The true reason for his expulsion isn’t that he cannot prove he’s a journalist, but rather that he’s a journalist specialized in investigating corruption. That’s what truly bothers the Bukele regime, which is just as plagued with corruption scandals as it is committed to protecting its own corrupt.
Corruption in this government hasn’t only been reported by journalistic investigations. It’s also been confirmed in the reports of the now-defunct International Commission against Impunity in El Salvador (CICIES), as well as in the conclusions of the U.S. Congressional commission which prepared the so-called ‘Engel List.’ The response of the president, who has long promised to combat corruption, was to shield accused officials and persecute the press.
Lizárraga’s expulsion is serious but unsurprising. Journalism capable of revealing corruption is a formidable obstacle to the plans of the corrupt.
That’s why this administration has spent months in a campaign of harassment, attacks, censorship, and threats against El Faro and against journalism outside its control. In their conception of power, there’s no room for private organizations, universities, critical journalists, or the institutions tasked with monitoring government, investigating wrongdoing, or ensuring access to public information. Not even the constitution or the nation’s laws have earned the respect of those currently in power.
Various outlets, including this newsroom, have spent more than a year denouncing the corruption of this government (as we did with its predecessors), as well as abuses of power, threats, surveillance, and stalking by the regime’s operatives.

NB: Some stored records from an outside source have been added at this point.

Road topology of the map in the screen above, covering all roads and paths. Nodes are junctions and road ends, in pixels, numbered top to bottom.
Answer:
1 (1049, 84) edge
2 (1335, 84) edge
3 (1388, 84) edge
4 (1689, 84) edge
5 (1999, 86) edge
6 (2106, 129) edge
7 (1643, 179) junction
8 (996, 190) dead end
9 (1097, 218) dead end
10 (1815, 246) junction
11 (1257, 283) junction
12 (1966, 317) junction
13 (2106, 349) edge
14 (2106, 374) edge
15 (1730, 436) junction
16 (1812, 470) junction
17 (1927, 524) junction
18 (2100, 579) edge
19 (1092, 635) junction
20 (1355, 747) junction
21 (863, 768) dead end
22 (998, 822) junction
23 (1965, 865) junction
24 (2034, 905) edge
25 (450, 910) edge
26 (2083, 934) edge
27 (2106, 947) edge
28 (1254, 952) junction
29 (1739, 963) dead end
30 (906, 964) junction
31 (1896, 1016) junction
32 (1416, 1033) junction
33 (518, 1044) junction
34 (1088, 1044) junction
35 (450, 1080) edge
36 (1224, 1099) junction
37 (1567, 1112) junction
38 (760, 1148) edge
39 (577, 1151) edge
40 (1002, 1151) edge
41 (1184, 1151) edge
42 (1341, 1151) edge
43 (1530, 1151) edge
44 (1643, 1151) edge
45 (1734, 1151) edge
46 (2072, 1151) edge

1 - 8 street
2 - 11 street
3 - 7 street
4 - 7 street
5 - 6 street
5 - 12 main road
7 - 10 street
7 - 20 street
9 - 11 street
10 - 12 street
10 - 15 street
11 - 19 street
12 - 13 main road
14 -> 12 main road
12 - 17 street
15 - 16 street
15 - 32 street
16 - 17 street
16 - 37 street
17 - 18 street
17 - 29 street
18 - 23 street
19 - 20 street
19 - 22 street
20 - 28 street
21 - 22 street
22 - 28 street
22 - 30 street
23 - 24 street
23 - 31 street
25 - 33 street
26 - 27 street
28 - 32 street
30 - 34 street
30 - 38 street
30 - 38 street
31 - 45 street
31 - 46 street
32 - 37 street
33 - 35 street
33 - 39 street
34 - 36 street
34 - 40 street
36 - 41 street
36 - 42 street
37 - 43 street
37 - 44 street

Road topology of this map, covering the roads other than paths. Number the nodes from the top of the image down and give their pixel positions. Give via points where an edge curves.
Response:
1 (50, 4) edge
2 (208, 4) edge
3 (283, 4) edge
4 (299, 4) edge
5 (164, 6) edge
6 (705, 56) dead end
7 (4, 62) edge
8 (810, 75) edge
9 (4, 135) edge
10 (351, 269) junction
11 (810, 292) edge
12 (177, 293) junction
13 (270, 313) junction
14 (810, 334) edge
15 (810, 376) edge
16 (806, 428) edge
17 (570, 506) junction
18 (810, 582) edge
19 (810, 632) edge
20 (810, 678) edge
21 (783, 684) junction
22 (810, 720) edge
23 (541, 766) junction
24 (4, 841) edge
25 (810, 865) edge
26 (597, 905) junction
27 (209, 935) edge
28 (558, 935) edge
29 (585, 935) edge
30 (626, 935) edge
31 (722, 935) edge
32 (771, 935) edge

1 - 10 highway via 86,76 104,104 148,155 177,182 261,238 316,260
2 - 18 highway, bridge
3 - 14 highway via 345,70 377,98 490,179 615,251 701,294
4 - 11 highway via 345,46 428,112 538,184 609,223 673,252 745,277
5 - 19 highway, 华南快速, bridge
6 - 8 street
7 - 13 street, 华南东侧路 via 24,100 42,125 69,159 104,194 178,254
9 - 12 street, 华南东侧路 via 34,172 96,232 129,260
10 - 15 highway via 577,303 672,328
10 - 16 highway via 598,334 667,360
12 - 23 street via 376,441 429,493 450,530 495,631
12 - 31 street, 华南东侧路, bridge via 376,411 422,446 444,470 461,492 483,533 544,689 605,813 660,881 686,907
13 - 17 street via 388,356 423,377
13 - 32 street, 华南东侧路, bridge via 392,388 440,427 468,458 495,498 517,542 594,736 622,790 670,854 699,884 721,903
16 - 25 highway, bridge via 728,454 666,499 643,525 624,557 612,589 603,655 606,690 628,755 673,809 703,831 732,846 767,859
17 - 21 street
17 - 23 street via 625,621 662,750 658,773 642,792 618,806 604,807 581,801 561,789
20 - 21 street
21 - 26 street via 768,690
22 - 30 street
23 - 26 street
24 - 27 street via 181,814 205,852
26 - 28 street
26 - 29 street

Resolution 12-2021 of the Inter-American Commission on Human Rights, which granted protective measures on behalf of 34 members of the El Faro newsroom, gives a precise recounting of these behaviors through January of this year, including President Bukele’s baseless money laundering accusations against El Faro which he made in a national broadcast. It also details threats and smear campaigns, as well as the surveillance and obstruction of our work, orchestrated by Casa Presidencial and published on state-run platforms and by officials in the Bukele administration.
But all of the regime’s efforts to silence the press, including Daniel Lizárraga’s expulsion, are futile. He’ll continue working with us, regardless of where he may be. His expulsion is a reflection of the nature of the regime that has been installed in El Salvador, not an impediment to the talents of Lizárraga and all of our collaborators in the service of El Faro and our readers.
An attack against critical journalism refusing to bow to government propaganda is an attack against our whole society, as it undermines the public’s right to information. In previous administrations, journalistic investigations revealed the improper use of public funds and systemic corruption. Among other outcomes, these investigations led to the prosecution of corruption cases at the highest levels of government, as well as the discrediting of the two main political parties covering up those acts. Those investigations paved the way for Bukele and his party.
Professional journalists are obligated to continue scrutinizing the decisions of this and every government, because these decisions affect the public and the scrutiny of them is in the public interest. And we will continue doing so.
We condemn this latest attack against independent journalism and reiterate our commitment to continue practicing journalism held to the highest editorial standards, rather than the standards of antidemocratic rulers who resort to threats and harassment in response to inquiries into their use of power.